Stored data:
◆ ◆ ◆ ◆
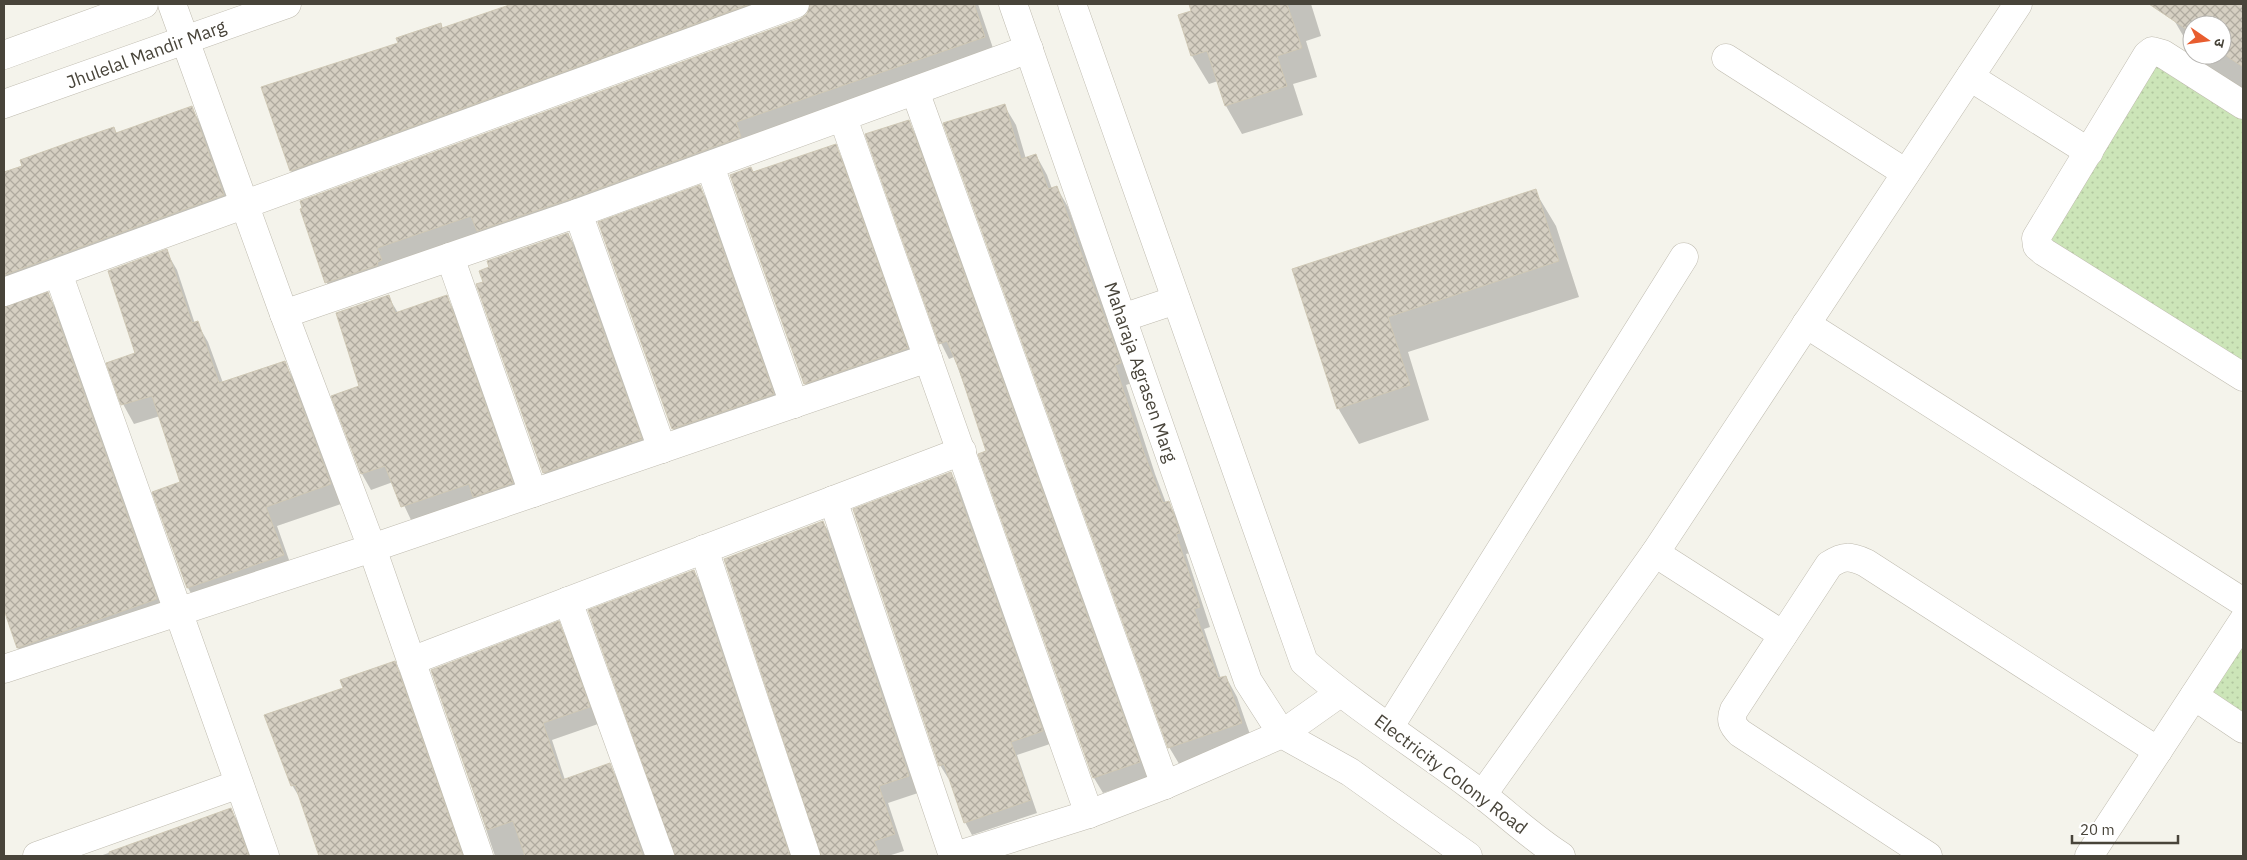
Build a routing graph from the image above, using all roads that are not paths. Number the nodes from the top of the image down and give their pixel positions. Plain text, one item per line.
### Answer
1 (144, 4) edge
2 (172, 4) edge
3 (287, 4) edge
4 (795, 4) edge
5 (1013, 4) edge
6 (1072, 4) edge
7 (2018, 4) edge
8 (185, 40) junction
9 (1029, 49) junction
10 (4, 55) edge
11 (1726, 58) dead end
12 (1970, 77) junction
13 (915, 90) junction
14 (4, 104) edge
15 (2243, 105) edge
16 (843, 118) junction
17 (2089, 152) junction
18 (710, 166) junction
19 (1906, 173) junction
20 (244, 205) junction
21 (578, 213) junction
22 (1684, 257) dead end
23 (450, 258) junction
24 (58, 273) junction
25 (4, 292) edge
26 (1176, 300) junction
27 (284, 314) junction
28 (1122, 318) junction
29 (1806, 324) junction
30 (928, 358) junction
31 (2243, 377) edge
32 (794, 404) junction
33 (662, 449) junction
34 (962, 451) junction
35 (532, 493) junction
36 (833, 500) junction
37 (372, 548) junction
38 (704, 549) junction
39 (1655, 553) junction
40 (568, 601) junction
41 (2243, 602) edge
42 (179, 612) junction
43 (2243, 621) edge
44 (1783, 635) junction
45 (411, 661) junction
46 (5, 666) edge
47 (1340, 693) junction
48 (2194, 696) junction
49 (1390, 726) junction
50 (2243, 729) edge
51 (1282, 734) junction
52 (2158, 751) junction
53 (240, 784) junction
54 (1165, 785) junction
55 (1483, 794) junction
56 (1089, 814) junction
57 (68, 851) edge
58 (1556, 855) edge
59 (2092, 855) edge
60 (37, 856) edge
61 (265, 856) edge
62 (479, 856) edge
63 (660, 856) edge
64 (806, 856) edge
65 (954, 856) edge
66 (1468, 856) edge
67 (1928, 856) edge

1 - 10 street
2 - 8 street
3 - 8 street, Jhulelal Mandir Marg
4 - 20 street
5 - 9 street, Maharaja Agrasen Marg
6 - 26 street
7 - 12 street
8 - 14 street, Jhulelal Mandir Marg
8 - 20 street
9 - 13 street
9 - 28 street, Maharaja Agrasen Marg
11 - 19 street
12 - 17 street
12 - 19 street
13 - 16 street
13 - 54 street
15 - 17 street
16 - 18 street
16 - 30 street
17 - 31 street
18 - 21 street
18 - 32 street
19 - 29 street
20 - 24 street
20 - 27 street
21 - 23 street
21 - 33 street
22 - 49 street
23 - 27 street
23 - 35 street
24 - 25 street
24 - 42 street
26 - 28 street
26 - 47 street
27 - 37 street
28 - 51 street, Maharaja Agrasen Marg
29 - 39 street
29 - 41 street
30 - 32 street
30 - 34 street
32 - 33 street
33 - 35 street
34 - 36 street
34 - 56 street
35 - 37 street
36 - 38 street
36 - 65 street
37 - 42 street
37 - 45 street
38 - 40 street
38 - 64 street
39 - 44 street
39 - 55 street
40 - 45 street
40 - 63 street
42 - 46 street
42 - 53 street
43 - 48 street
44 - 52 street
44 - 67 street
45 - 62 street
47 - 49 street, Electricity Colony Road
47 - 51 street
48 - 50 street
48 - 52 street
49 - 55 street, Electricity Colony Road
51 - 54 street
51 - 66 street
52 - 59 street
53 - 57 street
53 - 61 street
54 - 56 street
55 - 58 street, Electricity Colony Road
56 - 65 street
57 - 60 street

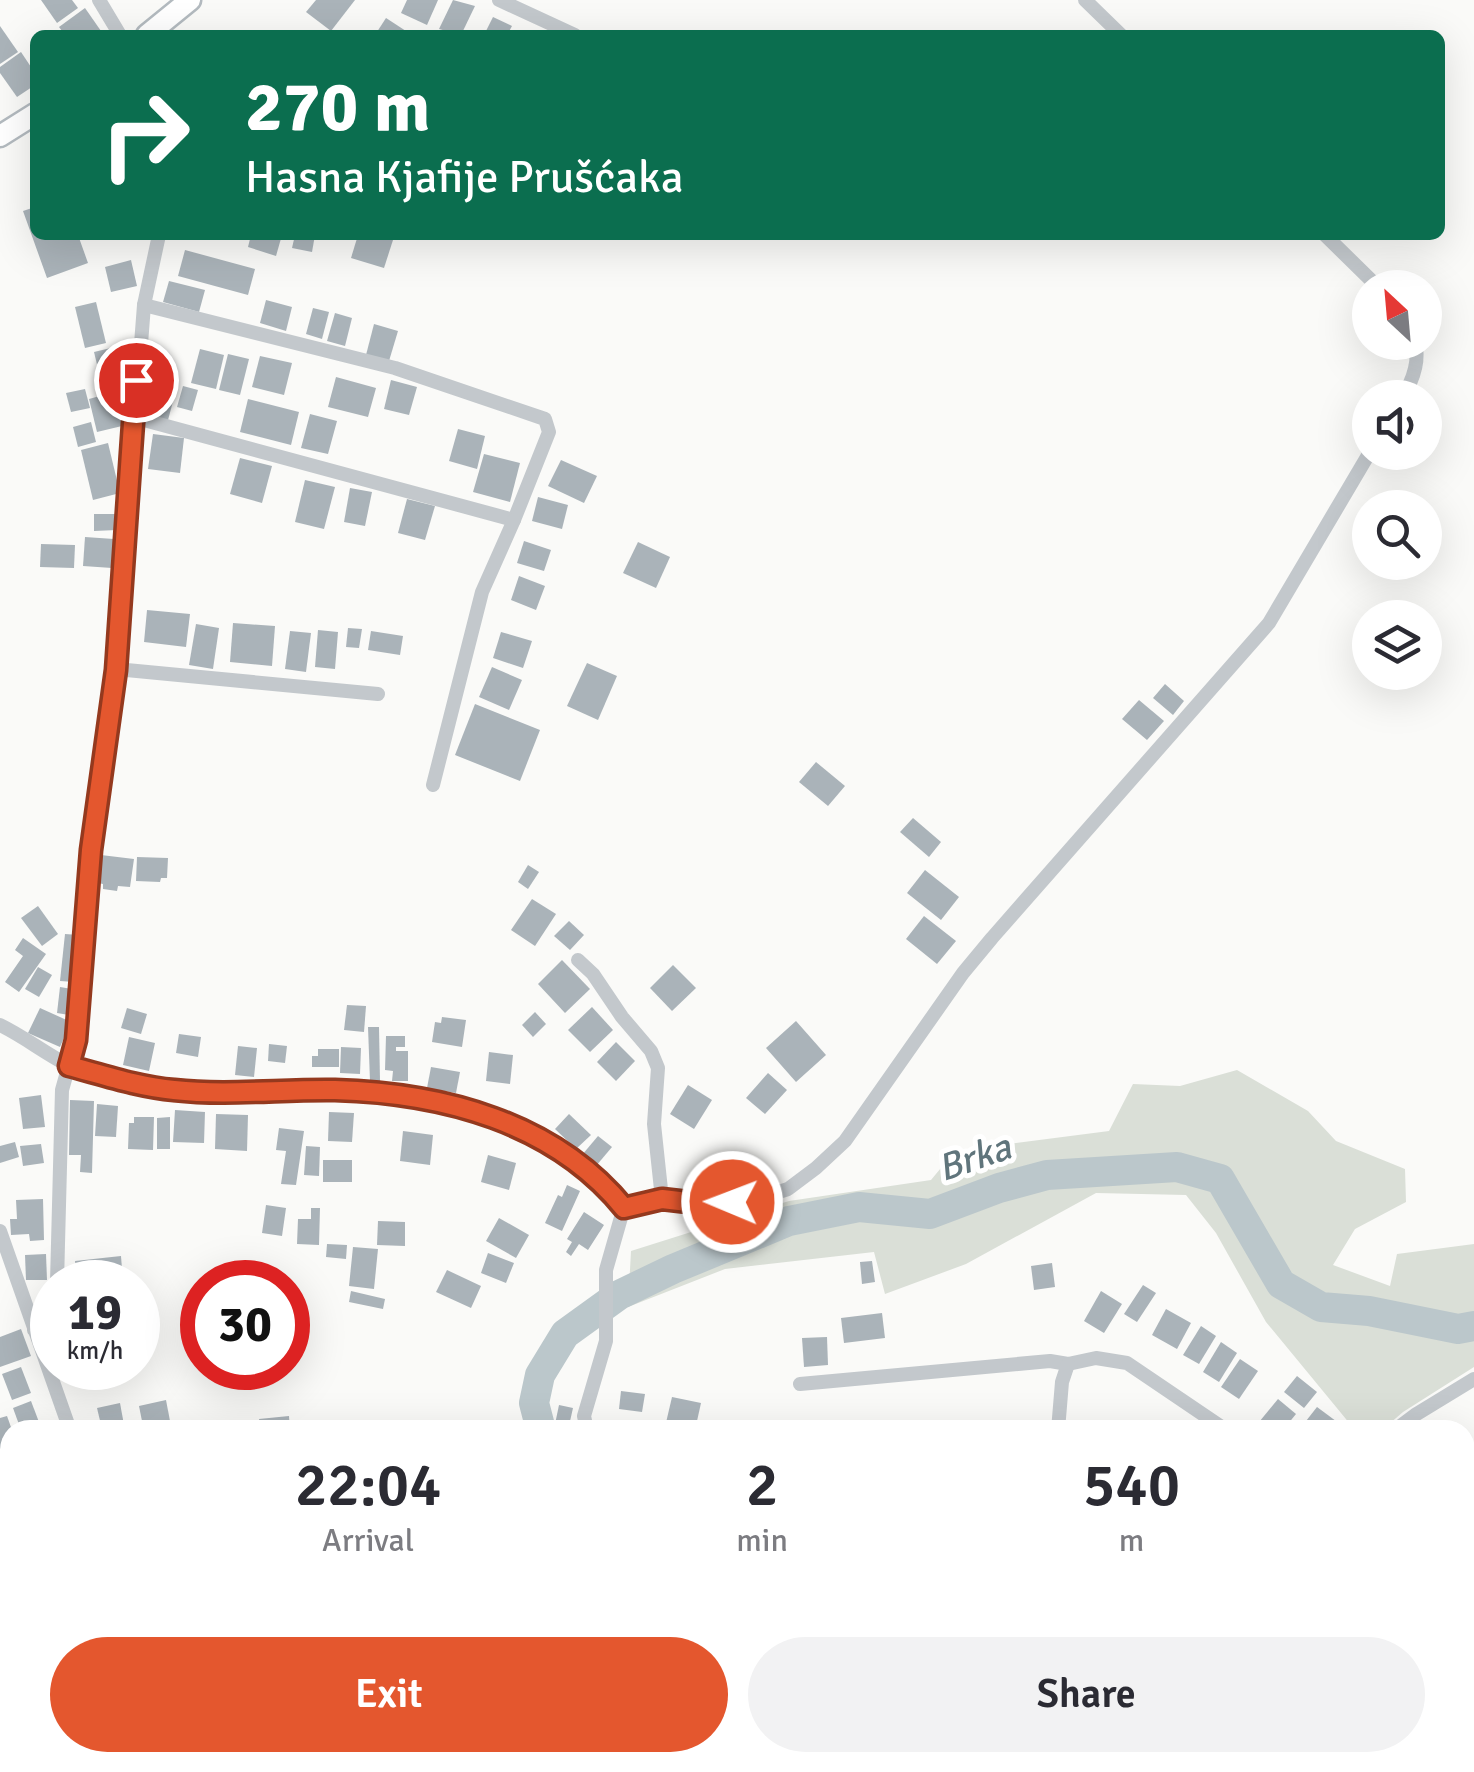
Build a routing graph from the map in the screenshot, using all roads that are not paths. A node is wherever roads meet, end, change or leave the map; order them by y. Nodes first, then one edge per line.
1 (99, 0) edge
2 (190, 0) edge
3 (498, 0) edge
4 (1085, 0) edge
5 (117, 30) edge
6 (153, 30) edge
7 (564, 30) edge
8 (1116, 30) edge
9 (30, 117) edge
10 (0, 136) edge
11 (158, 240) edge
12 (1330, 240) edge
13 (1361, 270) edge
14 (144, 305) junction
15 (133, 417) junction
16 (1359, 470) edge
17 (514, 520) junction
18 (116, 670) junction
19 (378, 694) dead end
20 (433, 785) dead end
21 (578, 960) dead end
22 (0, 1026) edge
23 (69, 1066) junction
24 (662, 1199) junction
25 (624, 1208) junction
26 (0, 1232) edge
27 (57, 1260) edge
28 (30, 1318) edge
29 (1068, 1364) junction
30 (1474, 1379) edge
31 (800, 1384) dead end
32 (56, 1390) edge
33 (66, 1420) edge
34 (585, 1420) edge
35 (1059, 1420) edge
36 (1211, 1420) edge
37 (1408, 1420) edge

1 - 5 street
2 - 6 main road
3 - 7 street
4 - 8 street
9 - 10 main road
11 - 14 street
12 - 13 street
14 - 15 street
14 - 17 street
15 - 17 street
15 - 18 street
16 - 24 street
17 - 20 street
18 - 19 street
18 - 23 street
21 - 24 street
22 - 23 street
23 - 25 street
23 - 27 street
24 - 25 street
25 - 34 street
26 - 28 street
29 - 31 street
29 - 35 street
29 - 36 street
30 - 37 street
32 - 33 street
◆ ◆ ◆ ◆
* TASK
Could you return all of the entries above exactly, without any images?

* RESULT FOR THIS TASK
Build a routing graph from the image above, using all roads that are not paths. Number the nodes from the top of the image down and give their pixel positions. Plain text, one item per line.
### Answer
1 (144, 4) edge
2 (172, 4) edge
3 (287, 4) edge
4 (795, 4) edge
5 (1013, 4) edge
6 (1072, 4) edge
7 (2018, 4) edge
8 (185, 40) junction
9 (1029, 49) junction
10 (4, 55) edge
11 (1726, 58) dead end
12 (1970, 77) junction
13 (915, 90) junction
14 (4, 104) edge
15 (2243, 105) edge
16 (843, 118) junction
17 (2089, 152) junction
18 (710, 166) junction
19 (1906, 173) junction
20 (244, 205) junction
21 (578, 213) junction
22 (1684, 257) dead end
23 (450, 258) junction
24 (58, 273) junction
25 (4, 292) edge
26 (1176, 300) junction
27 (284, 314) junction
28 (1122, 318) junction
29 (1806, 324) junction
30 (928, 358) junction
31 (2243, 377) edge
32 (794, 404) junction
33 (662, 449) junction
34 (962, 451) junction
35 (532, 493) junction
36 (833, 500) junction
37 (372, 548) junction
38 (704, 549) junction
39 (1655, 553) junction
40 (568, 601) junction
41 (2243, 602) edge
42 (179, 612) junction
43 (2243, 621) edge
44 (1783, 635) junction
45 (411, 661) junction
46 (5, 666) edge
47 (1340, 693) junction
48 (2194, 696) junction
49 (1390, 726) junction
50 (2243, 729) edge
51 (1282, 734) junction
52 (2158, 751) junction
53 (240, 784) junction
54 (1165, 785) junction
55 (1483, 794) junction
56 (1089, 814) junction
57 (68, 851) edge
58 (1556, 855) edge
59 (2092, 855) edge
60 (37, 856) edge
61 (265, 856) edge
62 (479, 856) edge
63 (660, 856) edge
64 (806, 856) edge
65 (954, 856) edge
66 (1468, 856) edge
67 (1928, 856) edge

1 - 10 street
2 - 8 street
3 - 8 street, Jhulelal Mandir Marg
4 - 20 street
5 - 9 street, Maharaja Agrasen Marg
6 - 26 street
7 - 12 street
8 - 14 street, Jhulelal Mandir Marg
8 - 20 street
9 - 13 street
9 - 28 street, Maharaja Agrasen Marg
11 - 19 street
12 - 17 street
12 - 19 street
13 - 16 street
13 - 54 street
15 - 17 street
16 - 18 street
16 - 30 street
17 - 31 street
18 - 21 street
18 - 32 street
19 - 29 street
20 - 24 street
20 - 27 street
21 - 23 street
21 - 33 street
22 - 49 street
23 - 27 street
23 - 35 street
24 - 25 street
24 - 42 street
26 - 28 street
26 - 47 street
27 - 37 street
28 - 51 street, Maharaja Agrasen Marg
29 - 39 street
29 - 41 street
30 - 32 street
30 - 34 street
32 - 33 street
33 - 35 street
34 - 36 street
34 - 56 street
35 - 37 street
36 - 38 street
36 - 65 street
37 - 42 street
37 - 45 street
38 - 40 street
38 - 64 street
39 - 44 street
39 - 55 street
40 - 45 street
40 - 63 street
42 - 46 street
42 - 53 street
43 - 48 street
44 - 52 street
44 - 67 street
45 - 62 street
47 - 49 street, Electricity Colony Road
47 - 51 street
48 - 50 street
48 - 52 street
49 - 55 street, Electricity Colony Road
51 - 54 street
51 - 66 street
52 - 59 street
53 - 57 street
53 - 61 street
54 - 56 street
55 - 58 street, Electricity Colony Road
56 - 65 street
57 - 60 street

Build a routing graph from the map in the screenshot, using all roads that are not paths. A node is wherever roads meet, end, change or leave the map; order them by y. Nodes first, then one edge per line.
1 (99, 0) edge
2 (190, 0) edge
3 (498, 0) edge
4 (1085, 0) edge
5 (117, 30) edge
6 (153, 30) edge
7 (564, 30) edge
8 (1116, 30) edge
9 (30, 117) edge
10 (0, 136) edge
11 (158, 240) edge
12 (1330, 240) edge
13 (1361, 270) edge
14 (144, 305) junction
15 (133, 417) junction
16 (1359, 470) edge
17 (514, 520) junction
18 (116, 670) junction
19 (378, 694) dead end
20 (433, 785) dead end
21 (578, 960) dead end
22 (0, 1026) edge
23 (69, 1066) junction
24 (662, 1199) junction
25 (624, 1208) junction
26 (0, 1232) edge
27 (57, 1260) edge
28 (30, 1318) edge
29 (1068, 1364) junction
30 (1474, 1379) edge
31 (800, 1384) dead end
32 (56, 1390) edge
33 (66, 1420) edge
34 (585, 1420) edge
35 (1059, 1420) edge
36 (1211, 1420) edge
37 (1408, 1420) edge

1 - 5 street
2 - 6 main road
3 - 7 street
4 - 8 street
9 - 10 main road
11 - 14 street
12 - 13 street
14 - 15 street
14 - 17 street
15 - 17 street
15 - 18 street
16 - 24 street
17 - 20 street
18 - 19 street
18 - 23 street
21 - 24 street
22 - 23 street
23 - 25 street
23 - 27 street
24 - 25 street
25 - 34 street
26 - 28 street
29 - 31 street
29 - 35 street
29 - 36 street
30 - 37 street
32 - 33 street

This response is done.